Search code examples
tensorflowmachine-learningkerasautoencoderloss-function

Correct way to calculate MSE for autoencoders with batch-training


Suppose you have a network representing an autoencoder (AE). Let's assume it has 90 inputs/outputs. I want to batch-train it with batches of size 100. I will denote my input with x and my output with y.

Now, I want to use the MSE to evaluate the performance of my training process. To my understanding, the input/output dimensions for my network are of size (100, 90).
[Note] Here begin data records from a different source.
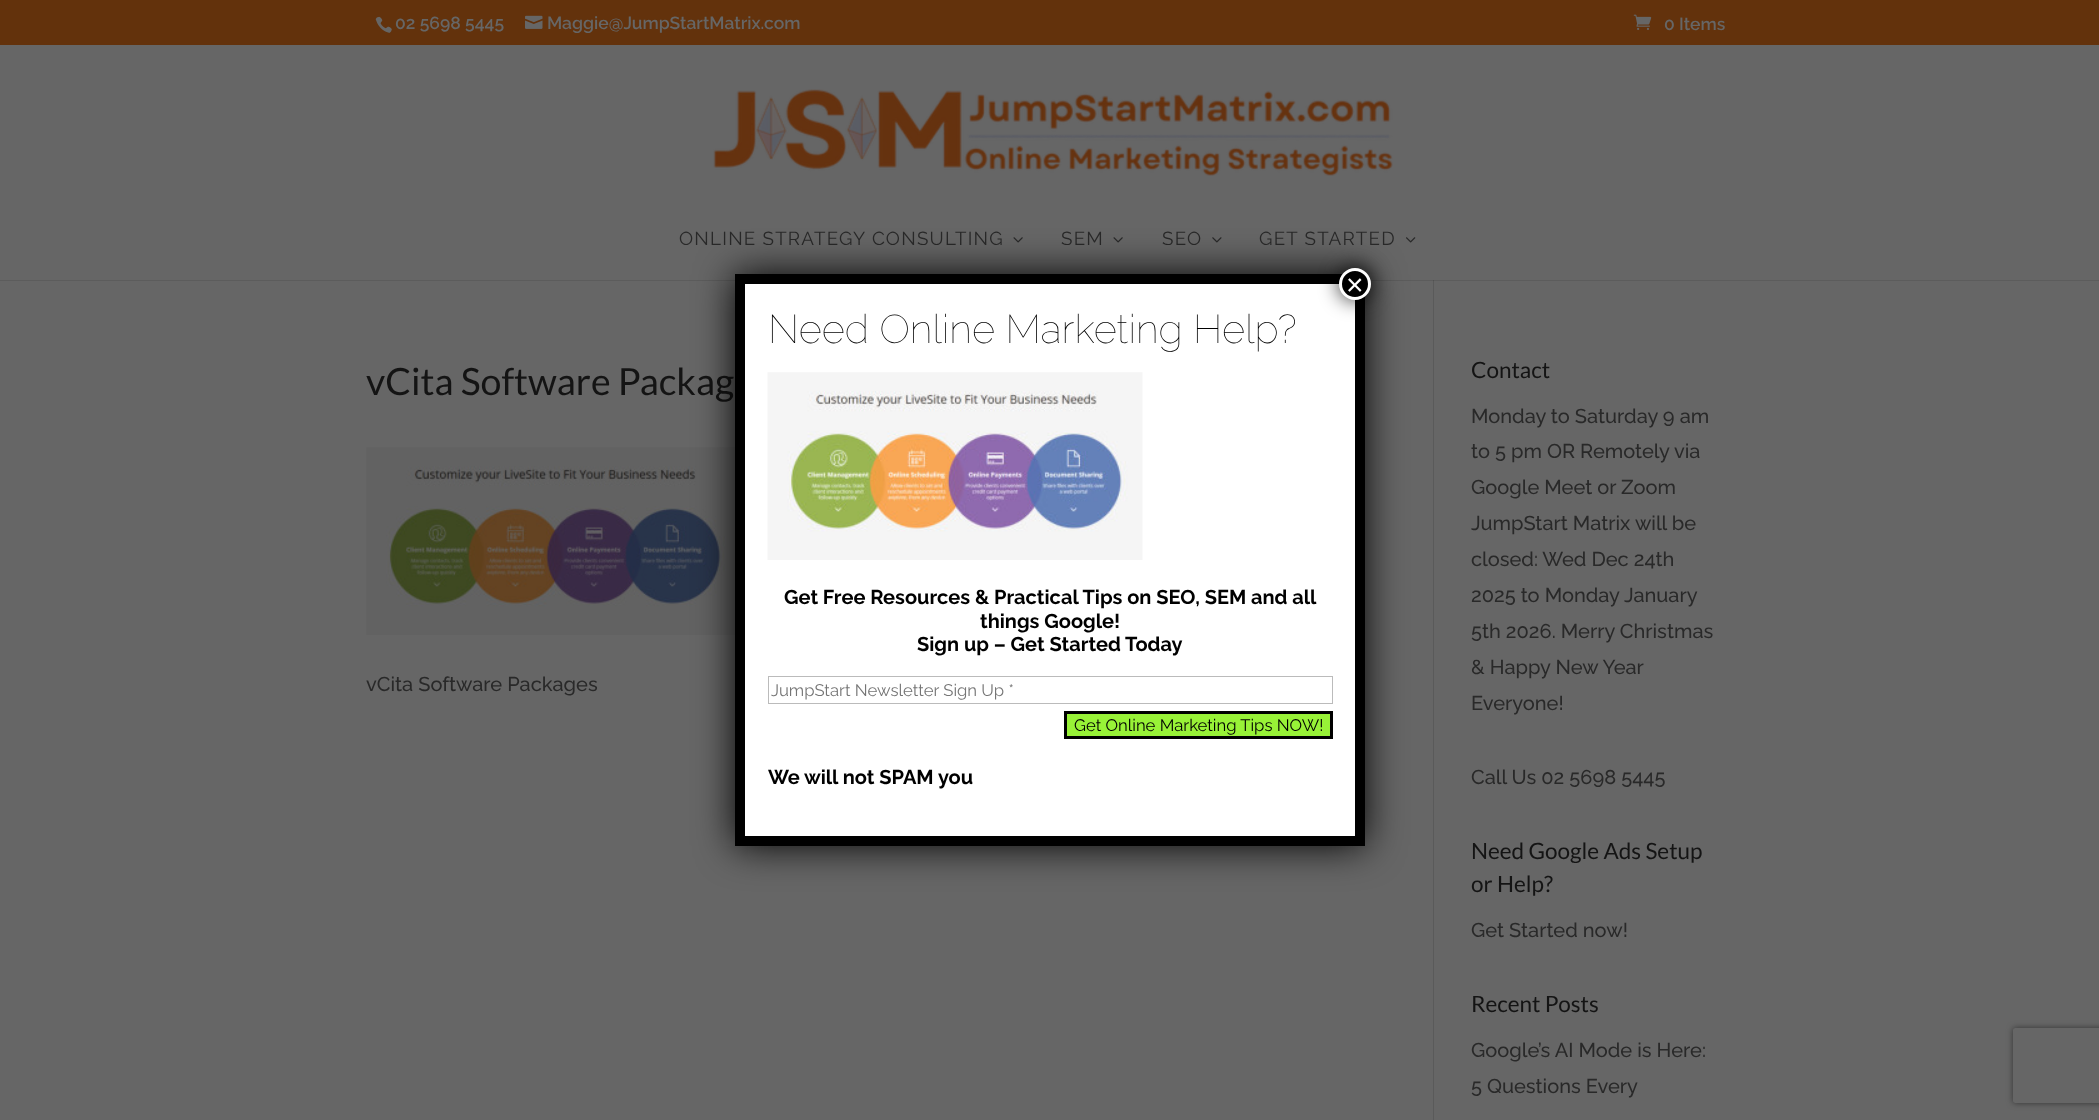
<!DOCTYPE html>
<meta charset="utf-8">
<style>body { margin: 0 } canvas { display: block }</style>
<canvas id="canvas" width="2099" height="1120"></canvas>
<script type="module">
  const canvas = document.getElementById("canvas");
  const ctx = canvas.getContext("2d");
  ctx.miterLimit = 4;
  ctx.fontKerning = "normal";
  async function loadImage(src) {
    const img = new Image();
    img.src = src;
    await img.decode();
    return img;
  }

  ctx.fillStyle = "#666666";
  ctx.fillRect(0, 0, 2099, 1120);
  ctx.fillStyle = "#5c5c5c";
  ctx.fillRect(0, 280, 2099, 1);
  ctx.fillStyle = "#63320c";
  ctx.fillRect(0, 0, 2099, 45);
  ctx.drawImage(await loadImage("img1.png"), 375, 16, 17, 17);
  ctx.font = "600 17.5px Raleway";
  ctx.fillStyle = "#666666";
  ctx.fillText("02 5698 5445", 395, 29);
  ctx.drawImage(await loadImage("img2.png"), 525, 15, 18, 14);
  ctx.fillText("Maggie@JumpStartMatrix.com", 547, 29);
  ctx.drawImage(await loadImage("img3.png"), 1633, 14, 19, 16);
  ctx.fillText("0 Items", 1664, 30);
  ctx.drawImage(await loadImage("img4.png"), 713, 89, 680, 87);
  ctx.letterSpacing = "1.25px";
  ctx.font = "18.75px Raleway";
  ctx.fillStyle = "#292929";
  ctx.fillText("ONLINE STRATEGY CONSULTING", 679, 245);
  ctx.drawImage(await loadImage("img5.png"), 1013, 237, 10, 6);
  ctx.fillText("SEM", 1061, 245);
  ctx.drawImage(await loadImage("img5.png"), 1113, 237, 10, 6);
  ctx.fillText("SEO", 1162, 245);
  ctx.drawImage(await loadImage("img6.png"), 1212, 237, 10, 6);
  ctx.fillText("GET STARTED", 1259, 245);
  ctx.drawImage(await loadImage("img7.png"), 1406, 237, 10, 6);
  ctx.fillStyle = "#5a5a5a";
  ctx.fillRect(1433, 280, 1, 840);
  ctx.fillStyle = "#515151";
  ctx.fillRect(1433, 280, 1, 1);
  ctx.letterSpacing = "0px";
  ctx.font = "37.5px Lato";
  ctx.fillStyle = "#141414";
  ctx.fillText("vCita Software Packag", 366, 395);
  ctx.drawImage(await loadImage("img8.png"), 366, 447, 369, 188);
  ctx.font = "500 20px Raleway";
  ctx.fillStyle = "#292929";
  ctx.fillText("vCita Software Packages", 366, 691);
  ctx.font = "22.5px Lato";
  ctx.fillStyle = "#141414";
  ctx.fillText("Contact", 1471, 378);
  ctx.font = "500 20px Raleway";
  ctx.fillStyle = "#292929";
  ctx.fillText("Monday to Saturday 9 am", 1471, 423);
  ctx.fillText("to 5 pm OR Remotely via", 1471, 458);
  ctx.fillText("Google Meet or Zoom", 1471, 494);
  ctx.fillText("JumpStart Matrix will be", 1471, 530);
  ctx.fillText("closed: Wed Dec 24th", 1471, 566);
  ctx.fillText("2025 to Monday January", 1471, 602);
  ctx.fillText("5th 2026. Merry Christmas", 1471, 638);
  ctx.fillText("& Happy New Year", 1471, 674);
  ctx.fillText("Everyone!", 1471, 710);
  ctx.fillText("Call Us 02 5698 5445", 1471, 784);
  ctx.font = "22.5px Lato";
  ctx.fillStyle = "#141414";
  ctx.fillText("Need Google Ads Setup", 1471, 859);
  ctx.fillText("or Help?", 1471, 892);
  ctx.font = "500 20px Raleway";
  ctx.fillStyle = "#292929";
  ctx.fillText("Get Started now!", 1471, 937);
  ctx.font = "22.5px Lato";
  ctx.fillStyle = "#141414";
  ctx.fillText("Recent Posts", 1471, 1012);
  ctx.font = "500 20px Raleway";
  ctx.fillStyle = "#292929";
  ctx.fillText("Google’s AI Mode is Here:", 1471, 1057);
  ctx.fillText("5 Questions Every", 1471, 1093);
  ctx.fillStyle = "#020202";
  ctx.filter = "blur(19px)";
  ctx.beginPath();
  ctx.roundRect(735, 274, 630, 572, 4);
  ctx.fill();
  ctx.filter = "none";
  ctx.fillStyle = "#ffffff";
  ctx.fillRect(745, 284, 610, 552);
  ctx.beginPath();
  ctx.moveTo(740, 279);
  ctx.lineTo(1360, 279);
  ctx.lineTo(1360, 841);
  ctx.lineTo(740, 841);
  ctx.closePath();
  ctx.strokeStyle = "#000000";
  ctx.lineWidth = 10;
  ctx.stroke();
  ctx.fillStyle = "rgba(2, 2, 2, 0.75)";
  ctx.filter = "blur(9.5px)";
  ctx.beginPath();
  ctx.roundRect(1338, 266, 35, 35, 17.5);
  ctx.fill();
  ctx.filter = "none";
  ctx.fillStyle = "#000000";
  ctx.beginPath();
  ctx.arc(1355, 284, 14.5, 0, Math.PI * 2);
  ctx.fill();
  ctx.strokeStyle = "#ffffff";
  ctx.lineWidth = 3;
  ctx.stroke();
  ctx.font = "30px Liberation Sans";
  ctx.fillStyle = "#ffffff";
  ctx.fillText("×", 1346, 295);
  ctx.font = "100 40px Raleway";
  ctx.fillStyle = "#000000";
  ctx.fillText("Need Online Marketing Help?", 768, 343);
  ctx.drawImage(await loadImage("img9.png"), 767, 372, 376, 188);
  ctx.font = "bold 20px Raleway";
  ctx.fillText("Get Free Resources & Practical Tips on SEO, SEM and all", 784, 604);
  ctx.fillText("things Google!", 980, 628);
  ctx.fillText("Sign up – Get Started Today", 917, 651);
  ctx.strokeStyle = "#bbbbbb";
  ctx.lineWidth = 1;
  ctx.strokeRect(768.5, 676.5, 564, 27);
  ctx.font = "16.7px Raleway";
  ctx.fillStyle = "#757575";
  ctx.fillText("JumpStart Newsletter Sign Up *", 771, 696);
  ctx.fillStyle = "#98f237";
  ctx.beginPath();
  ctx.rect(1065.5, 712.5, 266, 25);
  ctx.fill();
  ctx.strokeStyle = "#000000";
  ctx.lineWidth = 3;
  ctx.stroke();
  ctx.fillStyle = "#000000";
  ctx.fillText("Get Online Marketing Tips NOW!", 1074, 731);
  ctx.font = "bold 20px Raleway";
  ctx.fillText("We will not SPAM you", 768, 784);
  ctx.save();
  ctx.beginPath();
  ctx.moveTo(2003, 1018);
  ctx.lineTo(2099, 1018);
  ctx.lineTo(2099, 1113);
  ctx.lineTo(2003, 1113);
  ctx.closePath();
  ctx.moveTo(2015.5, 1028);
  ctx.lineTo(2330.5, 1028);
  ctx.bezierCurveTo(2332, 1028, 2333, 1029, 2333, 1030.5);
  ctx.lineTo(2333, 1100.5);
  ctx.bezierCurveTo(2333, 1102, 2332, 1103, 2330.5, 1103);
  ctx.lineTo(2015.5, 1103);
  ctx.bezierCurveTo(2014, 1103, 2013, 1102, 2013, 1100.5);
  ctx.lineTo(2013, 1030.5);
  ctx.bezierCurveTo(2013, 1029, 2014, 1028, 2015.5, 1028);
  ctx.closePath();
  ctx.clip("evenodd");
  ctx.fillStyle = "#333333";
  ctx.filter = "blur(3px)";
  ctx.beginPath();
  ctx.roundRect(2013, 1028, 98, 75, 2.5);
  ctx.fill();
  ctx.filter = "none";
  ctx.restore();
</script>
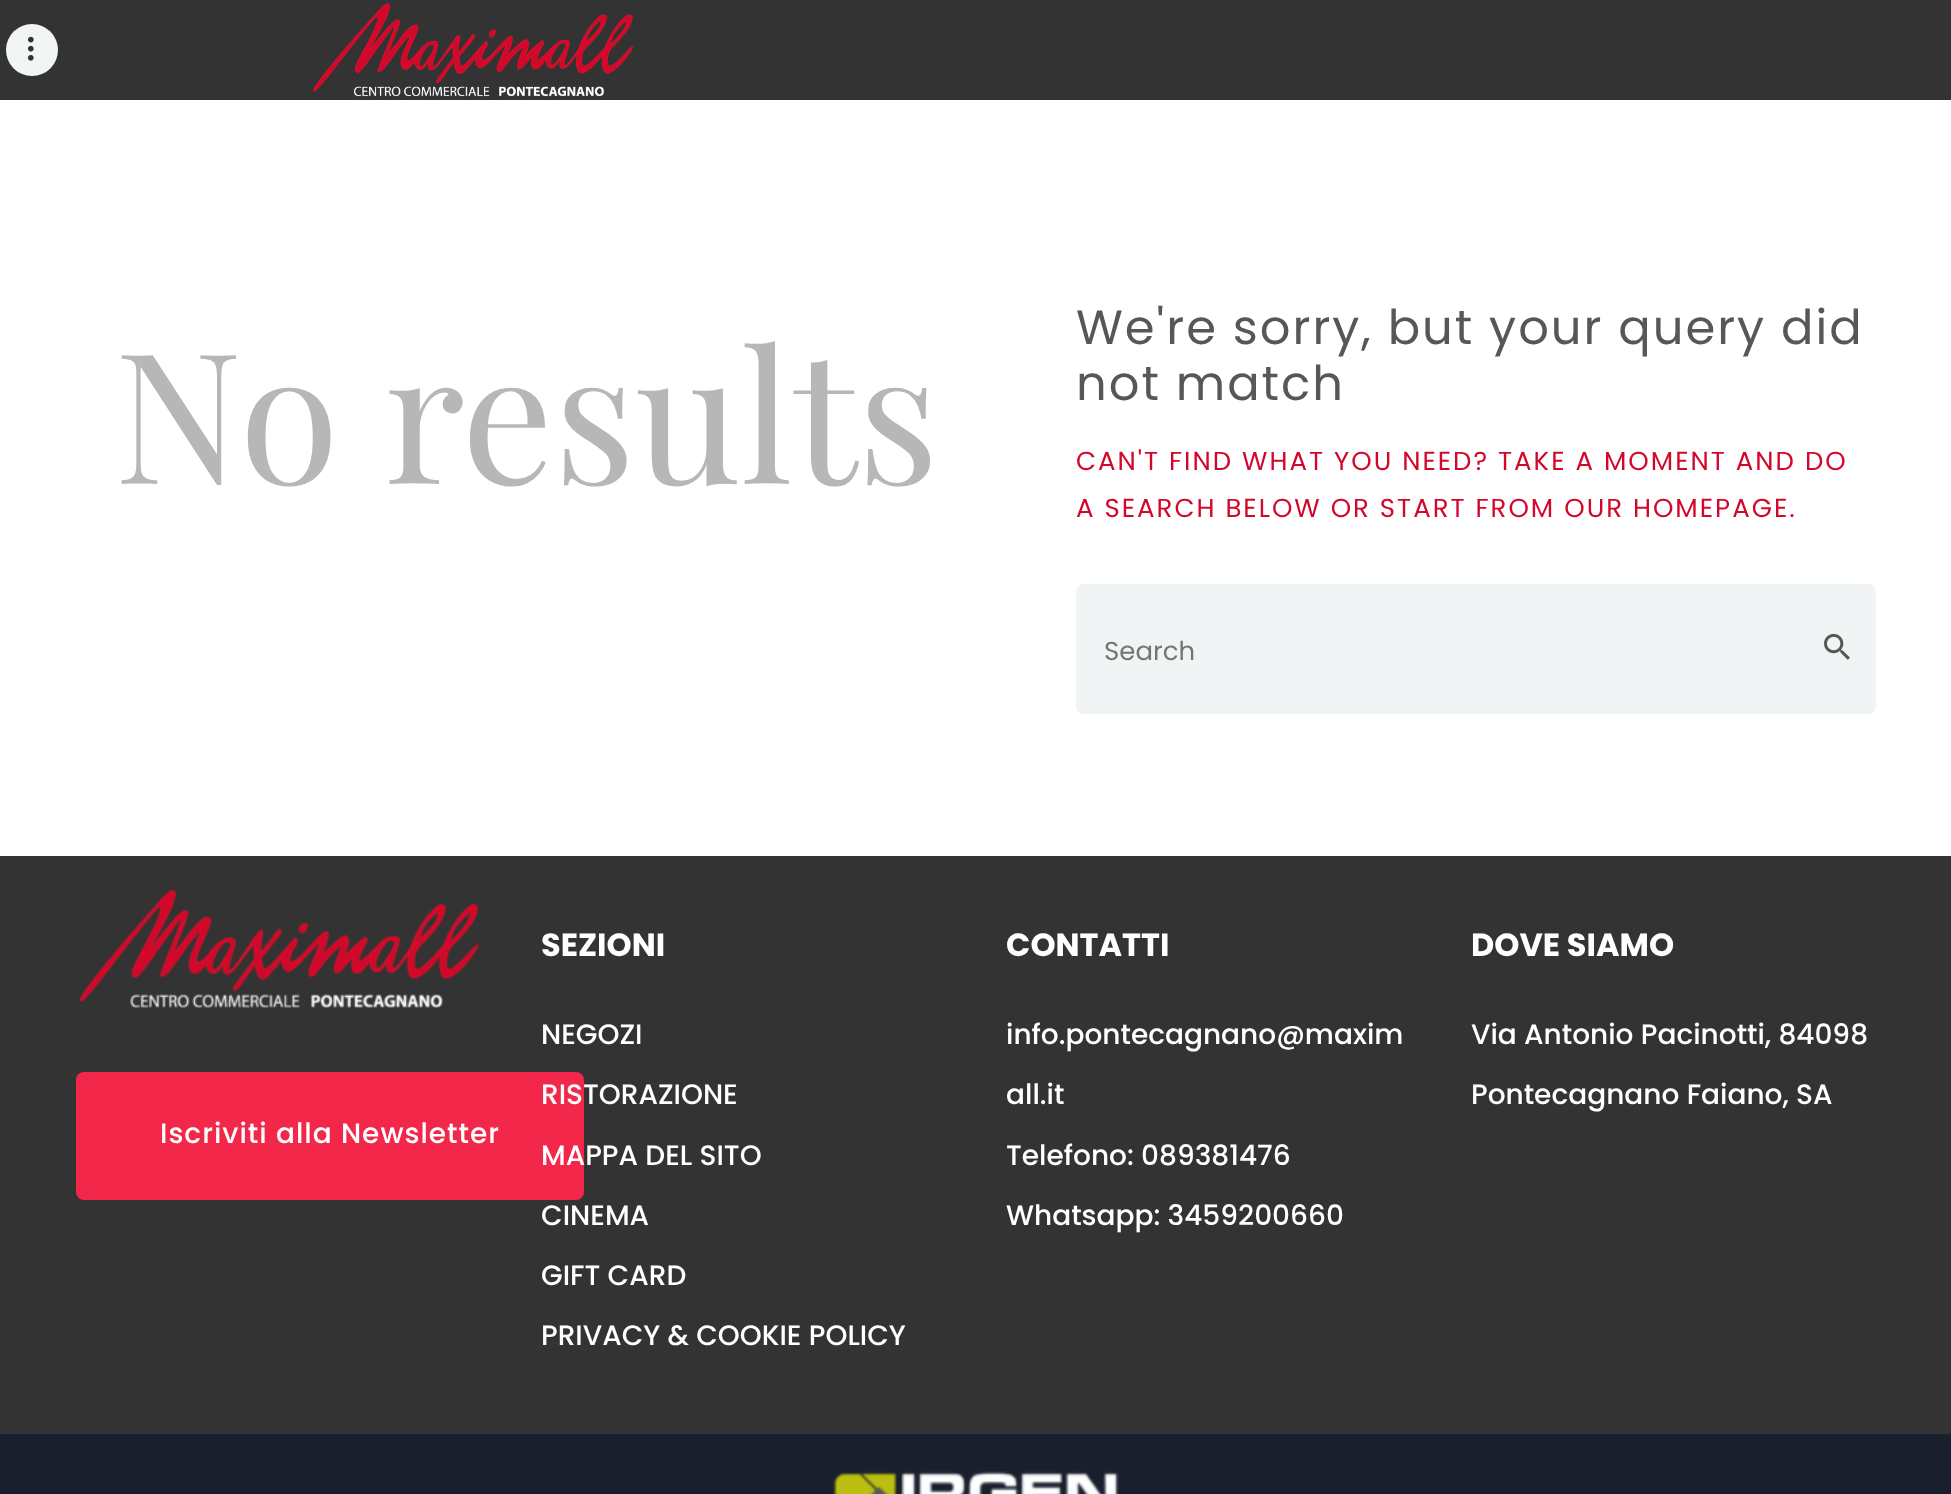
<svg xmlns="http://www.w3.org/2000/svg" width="1951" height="1494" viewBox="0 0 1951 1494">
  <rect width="100%" height="100%" fill="rgb(255,255,255)"/>
  <rect x="0" y="0" width="1951" height="100" fill="rgb(51,51,51)"/>
  <circle cx="32" cy="50" r="26" fill="rgb(242,245,245)"/>
  <image x="27" y="36" width="7" height="25" href="pic1.png"/>
  <image x="312" y="3" width="322" height="94" href="pic2.png"/>
  <text x="114" y="484" font-family="Playfair Display" font-size="182" fill="rgb(183,183,183)">No results</text>
  <g font-family="Poppins" font-size="48" letter-spacing="2" fill="rgb(87,87,86)">
    <text>
      <tspan x="1076" y="344">We're sorry, but your query did</tspan>
      <tspan x="1076" y="400">not match</tspan>
    </text>
  </g>
  <g font-family="Poppins" font-size="26" letter-spacing="2" fill="rgb(210,7,42)">
    <text>
      <tspan x="1076" y="470">CAN'T FIND WHAT YOU NEED? TAKE A MOMENT AND DO</tspan>
      <tspan x="1076" y="517">A SEARCH BELOW OR START FROM OUR HOMEPAGE.</tspan>
    </text>
  </g>
  <rect x="1077" y="585" width="798" height="128" rx="7" fill="rgb(241,244,245)" stroke="rgb(241,244,245)" stroke-width="2"/>
  <text x="1104" y="660" font-family="Poppins" font-size="26" fill="rgb(117,117,117)">Search</text>
  <image x="1824" y="633" width="26" height="27" href="pic3.png"/>
  <rect x="0" y="856" width="1951" height="578" fill="rgb(51,51,51)"/>
  <text x="541" y="956" font-family="Poppins" font-size="32" font-weight="bold" fill="rgb(255,255,255)">SEZIONI</text>
  <text x="541" y="1044" font-family="Poppins" font-size="28" font-weight="500" fill="rgb(255,255,255)">NEGOZI</text>
  <rect x="76" y="1072" width="508" height="128" rx="8" fill="rgb(242,39,74)"/>
  <g font-family="Poppins" font-size="28" font-weight="500" fill="rgb(255,255,255)">
    <text x="541" y="1104">RISTORAZIONE</text>
    <text x="541" y="1165">MAPPA DEL SITO</text>
    <text x="541" y="1225">CINEMA</text>
    <text x="541" y="1285">GIFT CARD</text>
    <text x="541" y="1345">PRIVACY &amp; COOKIE POLICY</text>
  </g>
  <text x="1006" y="956" font-family="Poppins" font-size="32" font-weight="bold" fill="rgb(255,255,255)">CONTATTI</text>
  <g font-family="Poppins" font-size="28" font-weight="500" fill="rgb(255,255,255)">
    <text x="1006" y="1044">info.pontecagnano@maxim</text>
    <text x="1006" y="1104">all.it</text>
    <text x="1006" y="1165">Telefono: 089381476</text>
    <text x="1006" y="1225">Whatsapp: 3459200660</text>
  </g>
  <text x="1471" y="956" font-family="Poppins" font-size="32" font-weight="bold" fill="rgb(255,255,255)">DOVE SIAMO</text>
  <g font-family="Poppins" font-size="28" font-weight="500" fill="rgb(255,255,255)">
    <text x="1471" y="1044">Via Antonio Pacinotti, 84098</text>
    <text x="1471" y="1104">Pontecagnano Faiano, SA</text>
  </g>
  <image x="78" y="889" width="402" height="119" href="pic4.png"/>
  <text x="160" y="1143" font-family="Poppins" font-size="28" font-weight="500" letter-spacing="1" fill="rgb(255,255,255)">Iscriviti alla Newsletter</text>
  <rect x="0" y="1434" width="1951" height="60" fill="rgb(25,31,44)"/>
  <image x="833" y="1471" width="286" height="23" href="pic5.png"/>
</svg>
The first part of the MSE calculation is performed element-wise, which is

(x - y)²

so I end up with an matrix of size (100, 90) again. For better understanding of my problem, I will arbitrarily draw a matrix of how this looks now:

[[x1 x2 x3 ... x90],    # sample 1 of batch
 [x1 x2 x3 ... x90],    # sample 2 of batch
 .
 .
 [x1 x2 x3 ... x90]]    # sample 100 of batch

I have stumbled across various versions of calculating the error from now on. Goal of all versions is to reduce the matrix to a scalar, which can then be optimized.

Version 1:

Sum over the quadratic errors in the respective sample first, then calculate the mean of all samples, e.g.:

v1 = 
[ SUM_of_qerrors_1,        # equals sum(x1 to x90)
  SUM_of_qerrors_2,
  ...
  SUM_of_qerrors_100 ]

result = mean(v1)

Version 2:

Calculate mean of quadratic errors per sample, then calculate the mean over all samples, e.g.:

v2 = 
[ MEAN_of_qerrors_1,        # equals mean(x1 to x90)
  MEAN_of_qerrors_2,
  ...
  MEAN_of_qerrors_100 ]

result = mean(v2)

Personally, I think that version 1 is the correct way to do it, because the commonly used crossentropy is calculated in the same manner. But if I use version 1, it isn't really the MSE.

I've found a keras example here (https://keras.io/examples/variational_autoencoder/), but unfortunately I wasn't able to figure out how keras does this under the hood with batch training.

I would be grateful either for a hint how this is handled under the hood by keras (and therefore tensorflow) or what the correct version is.

Thank you!


Solution

  • The version 2, i.e. computing the mean of quadratic errors per sample and then compute the mean of the resulting numbers, is the one which is done in Keras:

    def mean_squared_error(y_true, y_pred):
        return K.mean(K.square(y_pred - y_true), axis=-1)
    

    However, note that taking the average over samples is done in another part of the code which I have explained extensively here and here.